A Dive Into Metadata Hubs
There’s something going on with ‘metadata hubs’ today. In the past two years alone, we’ve seen a whole host of metadata hub projects being released, written about, or open sourced by major tech companies. These include:
- Airbnb’s Dataportal
- Netflix’s Metacat
- Uber’s Databook
- LinkedIn’s Datahub
- Lyft’s Amundsen
- Spotify’s Lexikon
- and Google Cloud Platform’s Data Catalog (though I’m only including this because it seems like a response to the current trend of metadata hubs in the market).
The goal of this blog post is to quickly summarise the problem these products are created to solve, give a quick overview of each of the projects, and then drill down on what seems like the two most promising ones: LinkedIn’s Datahub, and Lyft’s Amundsen.
What is a Metadata Hub?
Imagine that you’re a data user or a data analyst in a large company, with many offices around the globe. Your data organization is spread out across those locations, and you have thousands of tables in different data warehouses and BI tools, plus hundreds of reports, datasets, and data models in varying stages of analysis spread across your entire company. You need to find a report that you need, or a dataset that you want. If you can’t find those things, then you need to find the next best thing: you need to know who to ask, or which team in the organization to direct your query to.
Enter the metadata hub.
The goal of the metadata hub is to act as a ‘search engine’ for the entire data ecosystem within your company. The ‘metadata’ in the name means ‘data about the data’. This includes information like your table schema, your column descriptions, the access records and SLAs associated with each database or data warehouse, and also things like “which team is responsible for this dataset” and “who was the last person to have created a report from it?”
Of course, as Mars Lan of LinkedIn’s DataHub puts it: “if you are able to find out where everything is by asking one person in your company, then you definitely don’t need this.” Metadata hubs only become important when you are a large organization, and you need to scale data access across that entire organization. You’ll hear words like ‘data democratization’ and ‘data discoverability’ being thrown around a lot; what they’re really referring to is the ability for a random data analyst to keep up with the rest of a very large data-producing and data-consuming organization.
Broadly speaking, all of the metadata hub projects I’ve mentioned above provide some combination of the following:
- A search interface for end-users.
- An explorable interface for users to browse and navigate different data sources, and drill down to the table or row level.
- An API service that exposes metadata for other internal data services to consume.
- Some ability to select, save, and curate collections of metadata.

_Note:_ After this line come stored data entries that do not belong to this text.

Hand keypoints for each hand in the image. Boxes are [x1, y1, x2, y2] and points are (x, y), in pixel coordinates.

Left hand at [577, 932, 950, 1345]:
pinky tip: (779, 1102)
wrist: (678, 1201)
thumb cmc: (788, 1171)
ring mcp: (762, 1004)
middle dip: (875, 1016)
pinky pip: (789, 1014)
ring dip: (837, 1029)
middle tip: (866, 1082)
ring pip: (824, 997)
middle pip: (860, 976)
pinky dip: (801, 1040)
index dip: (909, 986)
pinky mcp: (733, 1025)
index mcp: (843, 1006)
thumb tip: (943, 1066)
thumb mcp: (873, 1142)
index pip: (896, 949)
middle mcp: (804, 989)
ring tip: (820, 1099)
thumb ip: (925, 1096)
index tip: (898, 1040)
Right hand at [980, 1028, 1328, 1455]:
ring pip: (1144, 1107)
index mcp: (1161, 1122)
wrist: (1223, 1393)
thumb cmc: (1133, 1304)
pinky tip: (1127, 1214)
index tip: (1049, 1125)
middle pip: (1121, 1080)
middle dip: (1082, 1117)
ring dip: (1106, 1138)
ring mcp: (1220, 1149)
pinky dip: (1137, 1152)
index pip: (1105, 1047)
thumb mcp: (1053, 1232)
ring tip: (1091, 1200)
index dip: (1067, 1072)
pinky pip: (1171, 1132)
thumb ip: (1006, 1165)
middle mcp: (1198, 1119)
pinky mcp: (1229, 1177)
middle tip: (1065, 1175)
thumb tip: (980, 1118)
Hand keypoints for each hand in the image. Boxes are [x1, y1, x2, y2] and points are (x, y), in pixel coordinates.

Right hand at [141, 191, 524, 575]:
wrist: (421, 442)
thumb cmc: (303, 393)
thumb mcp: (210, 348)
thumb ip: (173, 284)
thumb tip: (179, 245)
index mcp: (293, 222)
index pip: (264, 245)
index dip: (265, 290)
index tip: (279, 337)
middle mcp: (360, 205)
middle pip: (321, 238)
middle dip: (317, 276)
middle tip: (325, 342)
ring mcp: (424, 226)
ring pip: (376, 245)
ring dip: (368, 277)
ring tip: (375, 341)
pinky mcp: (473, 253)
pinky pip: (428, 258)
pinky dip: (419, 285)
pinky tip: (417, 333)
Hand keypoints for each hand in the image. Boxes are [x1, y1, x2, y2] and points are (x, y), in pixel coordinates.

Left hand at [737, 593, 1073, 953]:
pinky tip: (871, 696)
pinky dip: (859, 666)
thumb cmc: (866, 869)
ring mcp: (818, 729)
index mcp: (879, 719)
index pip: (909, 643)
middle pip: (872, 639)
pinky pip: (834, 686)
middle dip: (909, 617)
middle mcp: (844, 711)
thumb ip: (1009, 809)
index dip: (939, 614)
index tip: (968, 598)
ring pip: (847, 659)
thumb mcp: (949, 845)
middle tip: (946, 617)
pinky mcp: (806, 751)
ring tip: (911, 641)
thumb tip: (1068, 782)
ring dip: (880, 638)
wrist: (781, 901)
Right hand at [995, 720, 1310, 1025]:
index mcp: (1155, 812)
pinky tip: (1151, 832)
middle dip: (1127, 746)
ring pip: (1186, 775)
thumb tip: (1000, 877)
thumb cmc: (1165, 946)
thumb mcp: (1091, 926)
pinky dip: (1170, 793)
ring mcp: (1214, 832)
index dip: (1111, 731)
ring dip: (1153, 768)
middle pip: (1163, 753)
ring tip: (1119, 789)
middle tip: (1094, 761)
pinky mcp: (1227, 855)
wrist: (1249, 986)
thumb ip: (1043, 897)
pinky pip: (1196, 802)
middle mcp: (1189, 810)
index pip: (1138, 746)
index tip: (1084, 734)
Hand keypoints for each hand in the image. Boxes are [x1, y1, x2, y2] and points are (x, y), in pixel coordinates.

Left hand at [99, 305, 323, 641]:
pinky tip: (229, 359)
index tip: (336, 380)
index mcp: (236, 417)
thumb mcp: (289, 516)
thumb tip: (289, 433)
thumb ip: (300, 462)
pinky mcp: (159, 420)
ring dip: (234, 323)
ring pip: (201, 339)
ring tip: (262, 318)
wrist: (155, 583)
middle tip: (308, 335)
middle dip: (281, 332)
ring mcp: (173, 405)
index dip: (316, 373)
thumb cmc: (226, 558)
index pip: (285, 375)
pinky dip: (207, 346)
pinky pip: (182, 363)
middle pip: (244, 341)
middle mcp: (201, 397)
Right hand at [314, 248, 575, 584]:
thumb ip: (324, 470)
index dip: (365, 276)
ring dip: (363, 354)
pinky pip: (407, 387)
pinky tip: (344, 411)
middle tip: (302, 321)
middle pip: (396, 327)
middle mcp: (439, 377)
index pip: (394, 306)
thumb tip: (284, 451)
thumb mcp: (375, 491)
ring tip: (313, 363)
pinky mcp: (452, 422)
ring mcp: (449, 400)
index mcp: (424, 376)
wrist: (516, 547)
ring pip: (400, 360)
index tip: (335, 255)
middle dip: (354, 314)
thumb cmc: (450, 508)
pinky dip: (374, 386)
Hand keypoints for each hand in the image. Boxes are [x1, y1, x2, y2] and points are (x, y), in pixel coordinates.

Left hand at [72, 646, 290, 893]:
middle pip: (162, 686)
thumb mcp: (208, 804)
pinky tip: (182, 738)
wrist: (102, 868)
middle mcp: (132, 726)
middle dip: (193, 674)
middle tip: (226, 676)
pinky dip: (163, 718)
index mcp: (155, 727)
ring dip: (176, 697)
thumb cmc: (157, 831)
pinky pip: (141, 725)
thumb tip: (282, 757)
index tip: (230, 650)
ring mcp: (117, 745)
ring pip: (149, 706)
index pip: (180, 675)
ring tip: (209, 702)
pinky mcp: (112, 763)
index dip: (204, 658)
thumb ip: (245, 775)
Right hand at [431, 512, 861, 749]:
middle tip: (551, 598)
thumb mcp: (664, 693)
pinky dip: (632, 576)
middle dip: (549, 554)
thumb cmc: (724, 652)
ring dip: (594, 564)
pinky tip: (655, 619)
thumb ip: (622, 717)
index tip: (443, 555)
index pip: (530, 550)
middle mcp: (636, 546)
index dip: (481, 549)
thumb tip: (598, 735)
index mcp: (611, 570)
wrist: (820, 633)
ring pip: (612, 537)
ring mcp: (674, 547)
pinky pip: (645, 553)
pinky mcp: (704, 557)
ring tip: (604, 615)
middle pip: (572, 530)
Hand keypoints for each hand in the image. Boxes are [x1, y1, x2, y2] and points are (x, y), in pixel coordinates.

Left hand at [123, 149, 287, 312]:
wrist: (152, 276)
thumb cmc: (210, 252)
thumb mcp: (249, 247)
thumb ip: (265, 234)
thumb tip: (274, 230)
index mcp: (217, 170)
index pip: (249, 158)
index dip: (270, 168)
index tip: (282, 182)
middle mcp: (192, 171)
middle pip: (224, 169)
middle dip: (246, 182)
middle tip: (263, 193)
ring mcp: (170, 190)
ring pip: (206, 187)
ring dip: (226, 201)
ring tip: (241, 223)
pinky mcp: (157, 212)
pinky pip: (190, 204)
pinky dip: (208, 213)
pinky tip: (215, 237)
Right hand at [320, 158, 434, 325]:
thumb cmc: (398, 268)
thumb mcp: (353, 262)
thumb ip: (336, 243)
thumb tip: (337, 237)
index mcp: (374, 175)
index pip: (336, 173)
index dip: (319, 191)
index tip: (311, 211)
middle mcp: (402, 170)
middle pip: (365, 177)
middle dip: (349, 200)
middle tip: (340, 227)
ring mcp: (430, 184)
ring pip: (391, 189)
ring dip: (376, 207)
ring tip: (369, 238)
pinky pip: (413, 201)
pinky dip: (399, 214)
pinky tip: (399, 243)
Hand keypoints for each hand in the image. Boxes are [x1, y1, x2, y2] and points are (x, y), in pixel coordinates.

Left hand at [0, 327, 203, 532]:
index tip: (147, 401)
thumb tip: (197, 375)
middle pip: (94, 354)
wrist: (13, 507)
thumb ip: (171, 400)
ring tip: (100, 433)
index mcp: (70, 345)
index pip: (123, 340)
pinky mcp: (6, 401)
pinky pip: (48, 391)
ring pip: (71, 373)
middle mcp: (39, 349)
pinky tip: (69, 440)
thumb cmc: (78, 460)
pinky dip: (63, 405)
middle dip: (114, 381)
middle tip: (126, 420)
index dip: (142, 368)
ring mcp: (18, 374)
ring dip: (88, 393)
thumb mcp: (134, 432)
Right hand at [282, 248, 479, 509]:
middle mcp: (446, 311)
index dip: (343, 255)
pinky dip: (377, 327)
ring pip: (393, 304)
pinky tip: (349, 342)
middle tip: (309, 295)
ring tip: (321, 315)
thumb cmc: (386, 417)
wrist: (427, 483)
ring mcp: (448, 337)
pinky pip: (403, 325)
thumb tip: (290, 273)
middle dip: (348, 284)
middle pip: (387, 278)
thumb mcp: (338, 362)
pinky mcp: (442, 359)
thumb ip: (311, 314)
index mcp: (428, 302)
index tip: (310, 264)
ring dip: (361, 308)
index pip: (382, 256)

Certain projects, like Airbnb’s Dataportal and Spotify’s Lexikon, are able to expose user profiles, so that you may find individuals or teams who have last touched the dataset you are interested in. But others do not.
The Projects, Briefly
I’m going to go over the projects in chronological order, and give you enough outbound links to go and chase down the original announcement posts, repositories (if available), and tech talks, if you wish. But if you want to get to the good bits, I’d recommend skimming this section (paying special attention to the bits about Amundsen and Datahub) and then skip forward to the next section, where I compare the two projects. Those two seem to have the most community activity around them right now.
Airbnb’s Dataportal, 11 May 2017
The earliest project in this list is Airbnb’s Dataportal. Dataportal was first described on stage by Chris Williams and John Bodley at GraphConnect Europe 2017 (slides available here). They then published a blog post a day later, on May 12th 2017, describing the system.
Dataportal kept track of who produced or consumed data resources within Airbnb. The project modelled these relationships as a graph in neo4j, which then meant that they could provide a search engine, using the Pagerank algorithm, to surface those connections to users.
Dataportal was never open-sourced, and interestingly enough, doesn’t show up on https://airbnb.io/projects/. We haven’t heard about it since.
Netflix’s Metacat, 15 Jun 2018
About a year later, Netflix published a blog post describing their metadata system, named Metacat. This project was built to plug a hole in Netflix’s data stack — essentially, they needed a metadata service to sit between their Pig ETL system and Hive.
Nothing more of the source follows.